Searching for obelisks and Trastevere Food Tour


 

Wednesday July 25

We woke up rested and refreshed, ready for next day of exploration. Breakfast was at a little restaurant connected to the hotel.  

We set off on the day’s adventure, walking to Via Nazionale, past the Quiranale, Exhibition, towards the Forum,. We stopped off at a couple of churches, -you just never know what may be inside – a Caravaggio or Michelangelo.  There were none, but you never know!
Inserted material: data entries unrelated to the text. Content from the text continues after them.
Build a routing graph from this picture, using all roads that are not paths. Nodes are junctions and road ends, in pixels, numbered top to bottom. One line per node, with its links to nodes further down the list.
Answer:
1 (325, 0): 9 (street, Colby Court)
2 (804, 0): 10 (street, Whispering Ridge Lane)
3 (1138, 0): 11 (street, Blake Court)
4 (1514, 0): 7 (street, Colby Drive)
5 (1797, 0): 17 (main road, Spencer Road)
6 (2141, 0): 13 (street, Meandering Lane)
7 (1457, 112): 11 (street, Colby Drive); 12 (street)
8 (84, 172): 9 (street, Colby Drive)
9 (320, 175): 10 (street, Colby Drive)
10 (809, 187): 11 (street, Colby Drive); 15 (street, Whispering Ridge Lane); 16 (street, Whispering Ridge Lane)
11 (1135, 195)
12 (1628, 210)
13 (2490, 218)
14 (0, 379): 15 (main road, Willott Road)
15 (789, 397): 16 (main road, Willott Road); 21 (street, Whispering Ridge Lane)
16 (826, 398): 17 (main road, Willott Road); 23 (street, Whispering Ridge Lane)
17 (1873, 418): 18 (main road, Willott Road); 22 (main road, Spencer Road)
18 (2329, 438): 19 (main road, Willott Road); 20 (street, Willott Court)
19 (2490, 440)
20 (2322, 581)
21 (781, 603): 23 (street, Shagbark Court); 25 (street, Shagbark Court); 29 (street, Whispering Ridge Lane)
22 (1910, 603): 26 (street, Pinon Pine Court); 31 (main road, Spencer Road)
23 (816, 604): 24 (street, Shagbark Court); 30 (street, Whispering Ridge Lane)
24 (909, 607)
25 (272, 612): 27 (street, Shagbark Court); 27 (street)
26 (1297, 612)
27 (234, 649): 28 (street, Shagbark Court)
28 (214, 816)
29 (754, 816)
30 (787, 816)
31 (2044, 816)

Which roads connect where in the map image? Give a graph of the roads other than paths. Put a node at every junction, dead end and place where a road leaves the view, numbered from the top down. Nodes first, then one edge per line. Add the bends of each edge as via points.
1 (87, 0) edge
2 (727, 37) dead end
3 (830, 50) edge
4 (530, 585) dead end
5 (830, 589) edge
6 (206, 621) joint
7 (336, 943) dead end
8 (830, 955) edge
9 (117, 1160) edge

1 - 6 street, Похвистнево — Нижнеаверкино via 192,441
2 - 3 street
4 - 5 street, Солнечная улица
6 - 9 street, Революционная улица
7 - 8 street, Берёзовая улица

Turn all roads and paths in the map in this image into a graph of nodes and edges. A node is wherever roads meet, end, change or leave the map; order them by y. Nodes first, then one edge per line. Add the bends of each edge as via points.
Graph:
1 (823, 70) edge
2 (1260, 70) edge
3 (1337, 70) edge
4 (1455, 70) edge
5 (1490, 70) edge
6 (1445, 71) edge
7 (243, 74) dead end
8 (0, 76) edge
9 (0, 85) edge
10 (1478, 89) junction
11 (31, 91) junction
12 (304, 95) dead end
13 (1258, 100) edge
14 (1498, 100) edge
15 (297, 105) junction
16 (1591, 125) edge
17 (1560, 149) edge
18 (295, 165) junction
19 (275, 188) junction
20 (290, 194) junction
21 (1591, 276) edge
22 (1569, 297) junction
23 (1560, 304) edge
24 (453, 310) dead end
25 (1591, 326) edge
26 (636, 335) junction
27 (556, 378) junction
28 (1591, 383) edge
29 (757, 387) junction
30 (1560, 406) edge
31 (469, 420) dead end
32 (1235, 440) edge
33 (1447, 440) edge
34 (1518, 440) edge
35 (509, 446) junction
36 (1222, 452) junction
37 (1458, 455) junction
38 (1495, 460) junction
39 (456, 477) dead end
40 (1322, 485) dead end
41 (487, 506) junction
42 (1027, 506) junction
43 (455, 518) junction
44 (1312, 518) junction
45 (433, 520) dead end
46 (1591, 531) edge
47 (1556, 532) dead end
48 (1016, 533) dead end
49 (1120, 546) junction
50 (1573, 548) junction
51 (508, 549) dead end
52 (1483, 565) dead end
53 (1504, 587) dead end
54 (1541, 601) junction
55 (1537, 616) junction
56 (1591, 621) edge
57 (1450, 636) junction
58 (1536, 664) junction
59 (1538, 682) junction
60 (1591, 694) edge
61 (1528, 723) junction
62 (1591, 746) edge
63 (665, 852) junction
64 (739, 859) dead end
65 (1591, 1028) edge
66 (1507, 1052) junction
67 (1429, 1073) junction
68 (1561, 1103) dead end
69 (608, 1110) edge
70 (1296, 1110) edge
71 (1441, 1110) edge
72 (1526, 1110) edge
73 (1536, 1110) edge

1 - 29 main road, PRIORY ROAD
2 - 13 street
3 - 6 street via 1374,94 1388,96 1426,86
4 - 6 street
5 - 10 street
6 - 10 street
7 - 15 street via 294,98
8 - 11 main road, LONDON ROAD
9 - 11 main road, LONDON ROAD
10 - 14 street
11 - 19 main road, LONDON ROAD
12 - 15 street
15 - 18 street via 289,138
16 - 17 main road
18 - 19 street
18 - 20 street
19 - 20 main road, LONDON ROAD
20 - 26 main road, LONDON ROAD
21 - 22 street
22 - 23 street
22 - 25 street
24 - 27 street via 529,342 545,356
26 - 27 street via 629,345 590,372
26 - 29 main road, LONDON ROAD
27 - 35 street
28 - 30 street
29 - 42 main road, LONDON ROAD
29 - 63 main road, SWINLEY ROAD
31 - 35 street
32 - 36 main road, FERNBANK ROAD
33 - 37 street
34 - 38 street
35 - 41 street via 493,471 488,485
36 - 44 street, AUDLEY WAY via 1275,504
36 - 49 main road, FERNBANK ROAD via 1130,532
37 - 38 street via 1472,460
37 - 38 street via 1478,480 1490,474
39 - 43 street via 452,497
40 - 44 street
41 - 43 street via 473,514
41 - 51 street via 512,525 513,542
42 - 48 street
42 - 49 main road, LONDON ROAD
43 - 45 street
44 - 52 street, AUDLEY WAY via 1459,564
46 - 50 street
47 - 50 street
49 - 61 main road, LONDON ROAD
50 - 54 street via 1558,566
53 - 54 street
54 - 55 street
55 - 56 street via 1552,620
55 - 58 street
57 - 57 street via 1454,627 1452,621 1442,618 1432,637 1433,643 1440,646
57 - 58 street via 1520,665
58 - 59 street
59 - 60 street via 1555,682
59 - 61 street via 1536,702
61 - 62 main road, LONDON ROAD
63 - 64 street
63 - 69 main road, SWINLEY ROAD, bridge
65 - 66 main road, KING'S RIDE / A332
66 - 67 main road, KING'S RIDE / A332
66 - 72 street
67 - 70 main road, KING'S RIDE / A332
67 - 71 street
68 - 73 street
After the Forum we headed back towards the Baths off Diocletian, which is now a church – Santa Maria degli Angeli, designed on the Baths site, by Michelangelo. Very beautiful and a welcome relief to be able to sit in the cool and calm. Rome is really hot. Temperatures in the high 30’s every day. We are visiting lots of churches – you can sit, you can get relief from the heat and there is usually something spectacular or ornate or interesting to see.

We found more Obelisks – at the Forum, in the Piazza di Quiranale, and at Piazza Veneto. Some of the obelisks are actually columns, but for our purposes we’ll group them as “tall, pointy things that are erected by emperors, popes, other important Romans, to make a ‘big statement’ about their power and importance”. Our quest is to locate the 13 which survive from the original 40 recorded in antiquity.

We had booked a Food Tour in the Trastevere for Wednesday evening. We were not sure how far to the Trastevere so we got on a bus which took us for ride way out into the sticks: largo Somalia, largo Ethiopia. It was the wrong direction. Lost again. We decided to get off and take a train back when a young extremely perfect Italian gentleman advised us the trains had broken down and he hailed us a cab. Another fast cab drive – 10kms in 10minutes through Rome – playing chicken with other competitors for our space and line with consummate skill.

 The food tour was brilliant with a good group of people of varied ages and a young American actress as a guide. We were taken to ten different restaurants and bars, to sample fabulous food and wine.

The highlight was sipping 100% Montepulciano grapes in a 2000 year old cellar which started its existence as a Jewish synagogue – the oldest 4 walls/room still in service in Rome, storing wine for one of the consistently top restaurants in Rome. It is so old and protected that the owners cannot even dust the walls.

We walked back across the Tiber and caught a tram to Piazza Veneto and then walked home, without getting lost!